In Matlab, to find SVD, use the command \([P,D,Q]=svd(A).\)

The following diagram help illustrate the SVD process described above.

pict
Figure 2.1:SVD

Remarks:

  1. \(\sigma _{1},\sigma _{2},\cdots ,\sigma _{n}\) are called the singular values of \(A\).

  2. the SVD factorization is not unique as \(\sigma _{1},\sigma _{2},\cdots ,\sigma _{r}\) can be ordered differently. Also the choice of \(m-r\) orthonormal basis for the \(P\) matrix is arbitrary.

2.2.1.2 Pseudo Inverse

Given an arbitrary matrix \(A\) to find its pseudo inverse, called \(A^{+}\) we start by first find the SVD of \(A\), then write

\begin {equation} A^{+}=Q^{H}D^{+}P^{H} \tag {1} \end {equation}

Where, since \(D\) is diagonal \(\begin {pmatrix} \sigma _{1} & 0 & 0\\ 0 & \sigma _{2} & 0\\ 0 & 0 & \ddots \end {pmatrix} \), then \(D^{+}=\) \(\begin {pmatrix} \frac {1}{\sigma _{1}} & 0 & 0\\ 0 & \frac {1}{\sigma _{2}} & 0\\ 0 & 0 & \ddots \end {pmatrix} \), and so finding the pseudo inverse of a matrix is straightforward if we have the SVD factorization of the matrix.  To show equation (1): Since \[ A=PDQ \] Then pre multiply both sides by \(P^{H}\) we obtain

\[ P^{H}A=P^{H}PDQ \]

But \(P^{H}=P^{-1}\) since \(P\) is unitary matrix, then the above becomes

\[ P^{H}A=DQ \]

Now post-multiply both sides by \(Q^{H}\)

\[ P^{H}AQ^{H}=DQQ^{H}\]

But \(Q^{H}=Q^{-1}\) since \(Q\) is unitary matrix, then the above becomes

\[ P^{H}AQ^{H}=D \]

Hence

\[ D^{+}=\left (P^{H}AQ^{H}\right ) ^{+}\]

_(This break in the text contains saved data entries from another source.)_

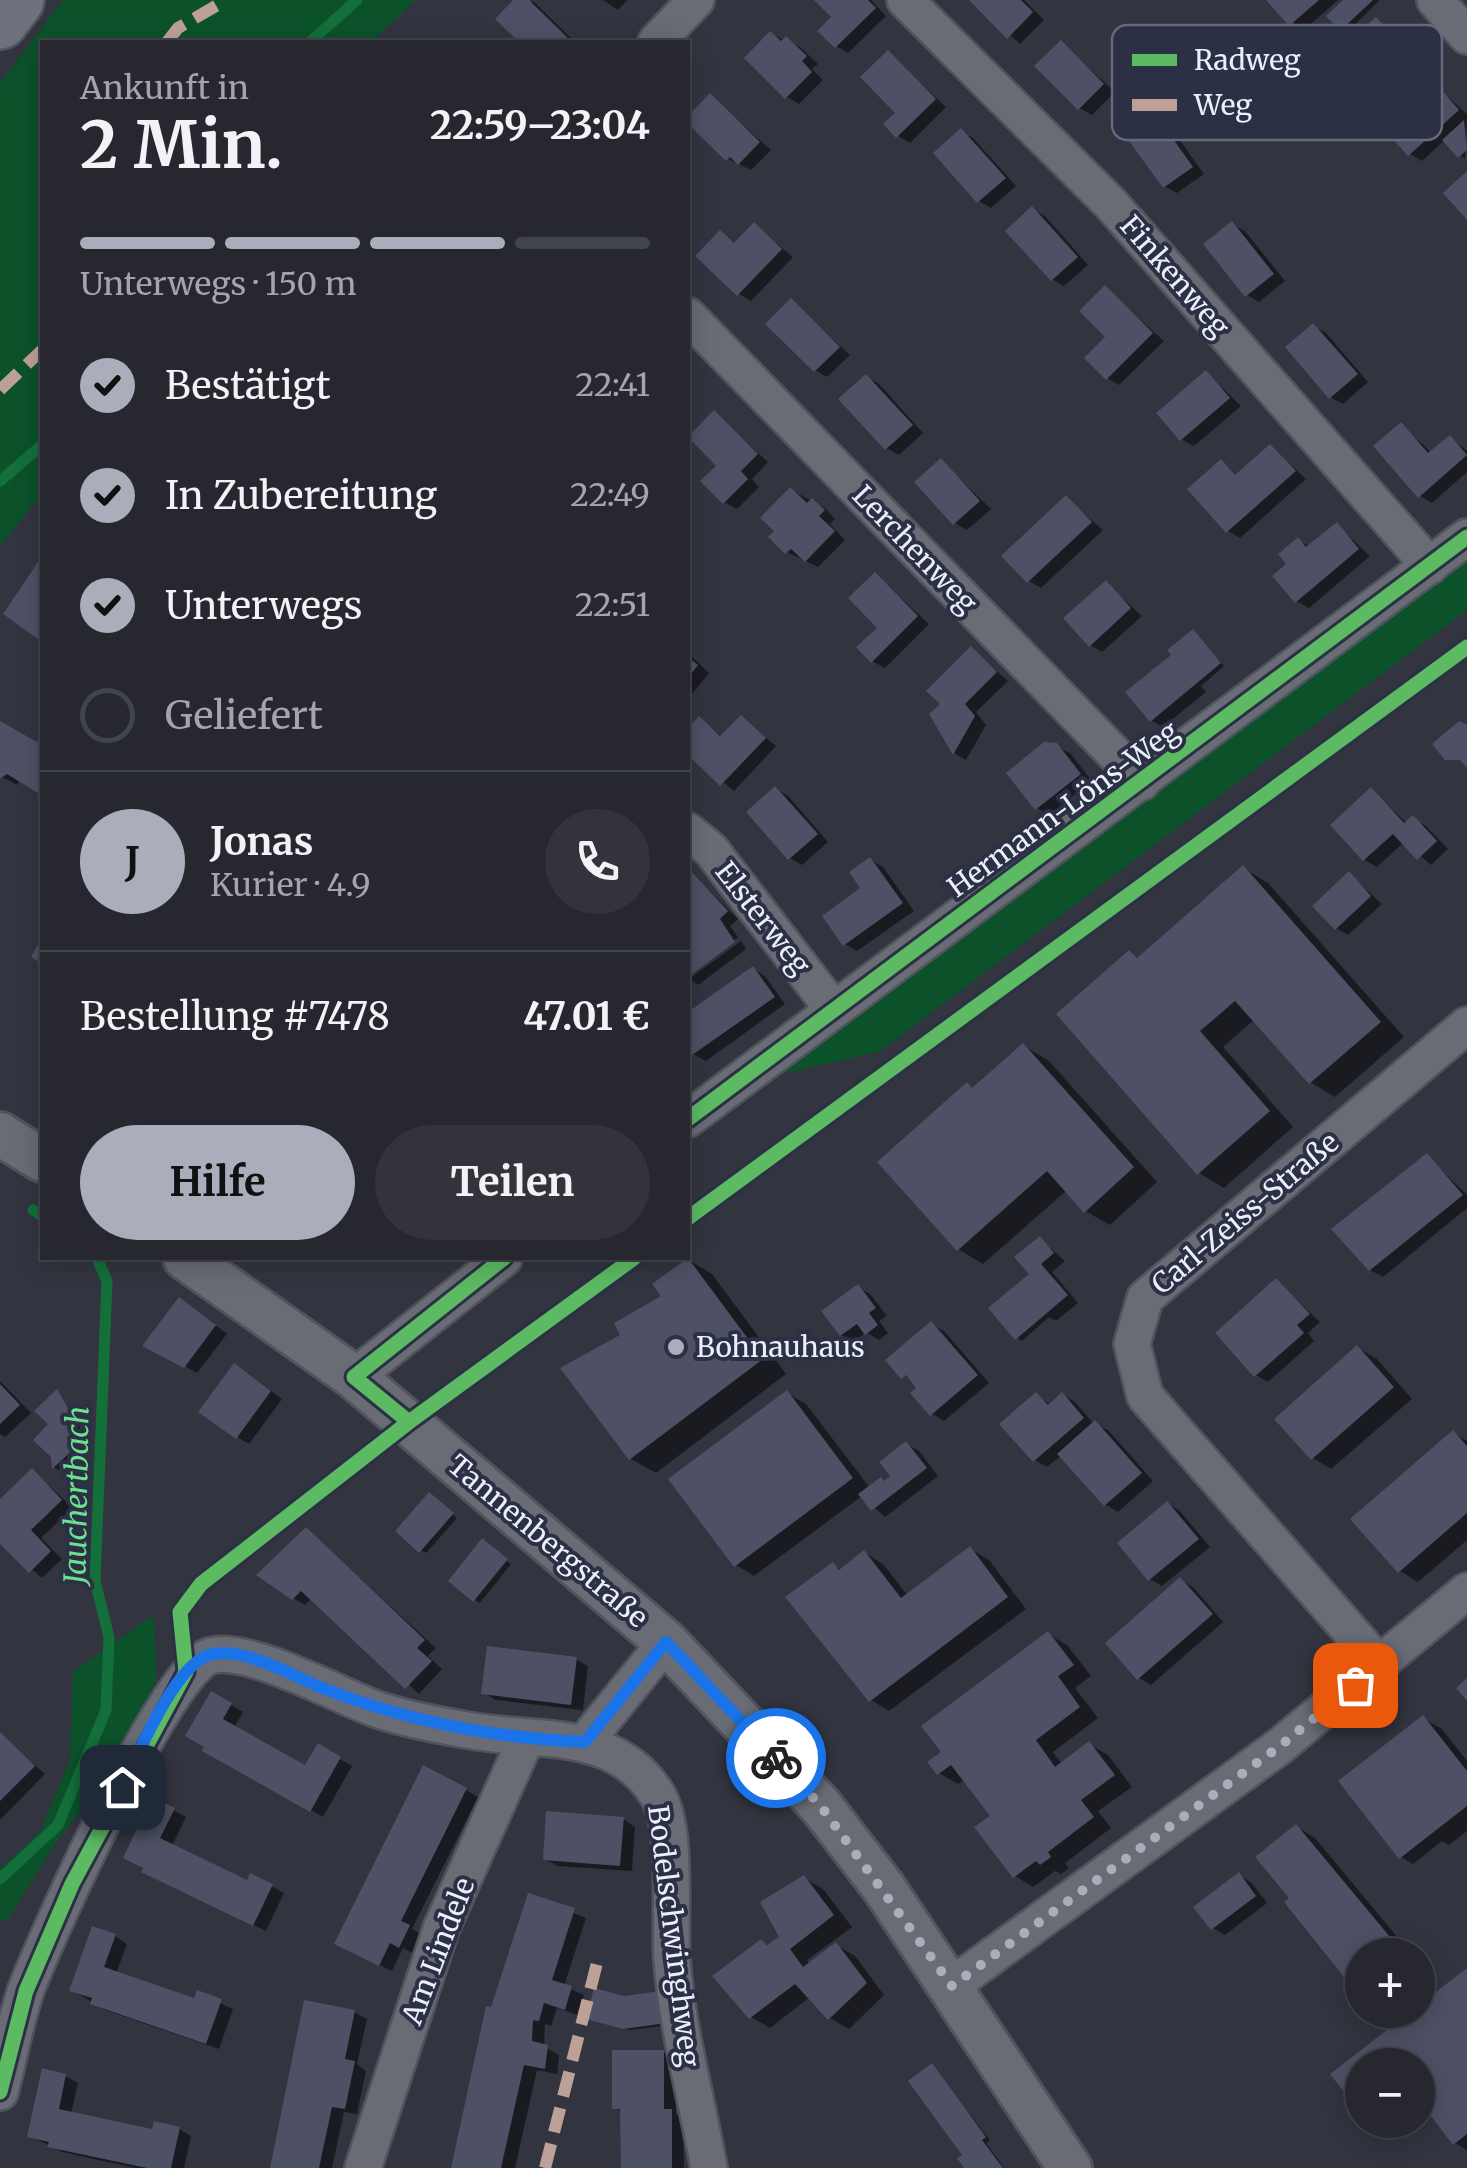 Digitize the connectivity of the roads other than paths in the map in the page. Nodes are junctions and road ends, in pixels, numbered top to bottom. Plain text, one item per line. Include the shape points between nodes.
1 (16, 0) edge
2 (696, 0) edge
3 (906, 0) edge
4 (1435, 0) edge
5 (0, 20) edge
6 (1467, 36) edge
7 (658, 40) edge
8 (690, 318) edge
9 (1467, 536) edge
10 (1430, 566) junction
11 (1142, 782) junction
12 (690, 832) edge
13 (834, 1010) junction
14 (1467, 1025) edge
15 (690, 1118) edge
16 (188, 1260) edge
17 (501, 1260) edge
18 (354, 1377) junction
19 (1467, 1591) edge
20 (666, 1642) junction
21 (1380, 1665) junction
22 (526, 1739) junction
23 (585, 1742) junction
24 (952, 1986) junction
25 (0, 2092) edge
26 (363, 2168) edge
27 (708, 2168) edge
28 (1070, 2168) edge

1 - 5 main road
2 - 7 street
3 - 10 street, Finkenweg via 1111,204
4 - 6 street
8 - 11 street, Lerchenweg
9 - 10 street, Hermann-Löns-Weg
10 - 11 street, Hermann-Löns-Weg
11 - 13 street, Hermann-Löns-Weg
12 - 13 street, Elsterweg
13 - 15 street, Hermann-Löns-Weg
14 - 21 street, Carl-Zeiss-Straße via 1145,1298 1132,1344 1146,1396
16 - 18 street, Tannenbergstraße
17 - 18 street
18 - 20 street, Tannenbergstraße
19 - 21 street
20 - 23 street
20 - 24 street, Tannenbergstraße via 820,1805
21 - 24 street
22 - 23 street
22 - 25 street via 378,1710 238,1655 209,1656 186,1672 155,1722 72,1884 26,1991
22 - 26 street, Am Lindele via 442,1929
23 - 27 street, Bodelschwinghweg via 641,1770 662,1800 673,1887 672,1961
24 - 28 street, Tannenbergstraße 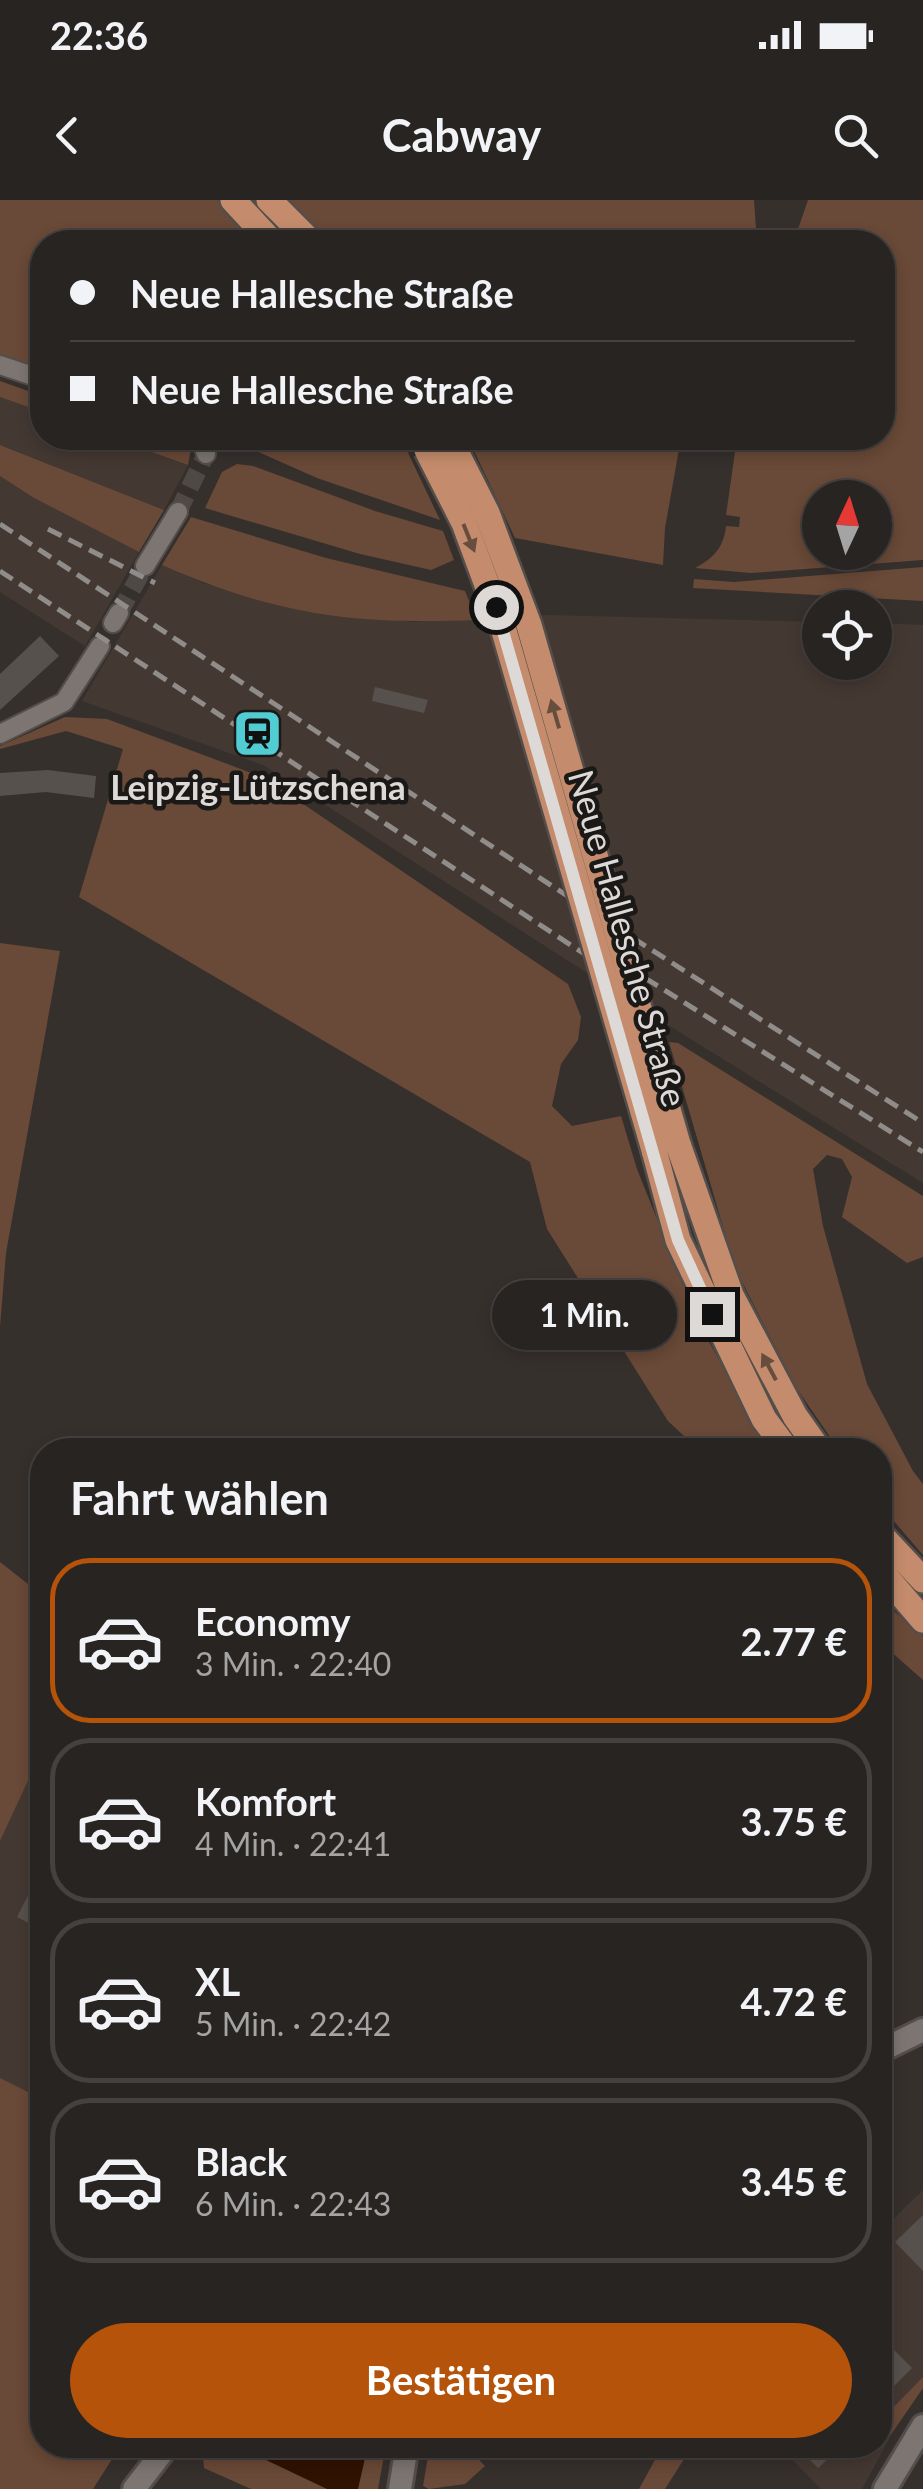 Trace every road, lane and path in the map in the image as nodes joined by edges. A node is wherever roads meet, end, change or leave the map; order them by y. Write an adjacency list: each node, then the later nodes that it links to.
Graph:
1 (233, 200): 3 (main road)
2 (269, 200): 4 (main road)
3 (261, 230)
4 (298, 230)
5 (0, 365): 6 (street)
6 (30, 375)
7 (438, 450): 12 (main road, Neue Hallesche Straße, bridge)
8 (178, 512): 9 (street)
9 (145, 566)
10 (100, 646): 11 (street)
11 (0, 734)
12 (666, 1147): 13 (main road, Neue Hallesche Straße); 14 (main road, Neue Hallesche Straße, one-way to 12)
13 (778, 1438)
14 (811, 1438)
15 (892, 1547): 16 (main road)
16 (923, 1580)
17 (892, 1584): 18 (main road)
18 (923, 1620)
19 (923, 2030): 20 (street)
20 (892, 2045)
21 (923, 2426): 26 (street)
22 (158, 2458): 24 (street)
23 (405, 2458): 25 (street)
24 (134, 2489)
25 (400, 2489)
26 (886, 2489)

To find definition for \(A^{+}\), start from \(Ax=b\)

\begin {align*} Ax & =b\\ A^{H}Ax & =A^{H}b\\ x & =\left (A^{H}A\right ) ^{-1}A^{H}b \end {align*}

Hence \begin {align*} A^{+} & =\left (A^{H}A\right ) ^{-1}A^{H}\\ & =\left (\left (PDQ\right ) ^{H}\left (PDQ\right ) \right ) ^{-1}\left ( PDQ\right ) ^{H}\\ & =\left (\left (Q^{H}D^{H}P^{H}\right ) \left (PDQ\right ) \right ) ^{-1}\left (Q^{H}D^{H}P^{H}\right ) \\ & =\left (\left (PDQ\right ) ^{-1}\left (Q^{H}D^{H}P^{H}\right ) ^{-1}\right ) \left (Q^{H}D^{H}P^{H}\right ) \\ & =\left (\left (Q^{-1}D^{-1}P^{-1}\right ) \left (P^{-H}D^{-H}Q^{-H}\right ) \right ) \left (Q^{H}D^{H}P^{H}\right ) \\ & =\left (Q^{-1}D^{-1}P^{-1}P^{-H}D^{-H}Q^{-H}\right ) \left (Q^{H}D^{H}P^{H}\right ) \\ & =\left (Q^{-1}D^{-1}D^{-H}Q^{-H}\right ) \left (Q^{H}D^{H}P^{H}\right ) \\ & =Q^{-1}D^{-1}D^{-H}Q^{-H}Q^{H}D^{H}P^{H}\\ & =Q^{-1}D^{-1}D^{-H}D^{H}P^{H}\\ & =Q^{-1}D^{-1}P^{H}\\ & =Q^{H}D^{-1}P^{H} \end {align*}

But \(D^{-1}=D^{+}\) hence the above becomes

\[ A^{+}=Q^{H}D^{+}P^{H}\]

which is equation (1).

Note: \(A^{+}A=I^{+}\), where \(I^{+}\) has the form\(\begin {pmatrix} 1 & 0 & 0 & 0 & 0\\ 0 & \ddots & 0 & 0 & 0\\ 0 & 0 & 1 & 0 & 0\\ 0 & 0 & 0 & 0 & 0\\ 0 & 0 & 0 & 0 & 0 \end {pmatrix} \). in other words, it does not have \(1\) on all the diagonal elements as the normal \(I\) would.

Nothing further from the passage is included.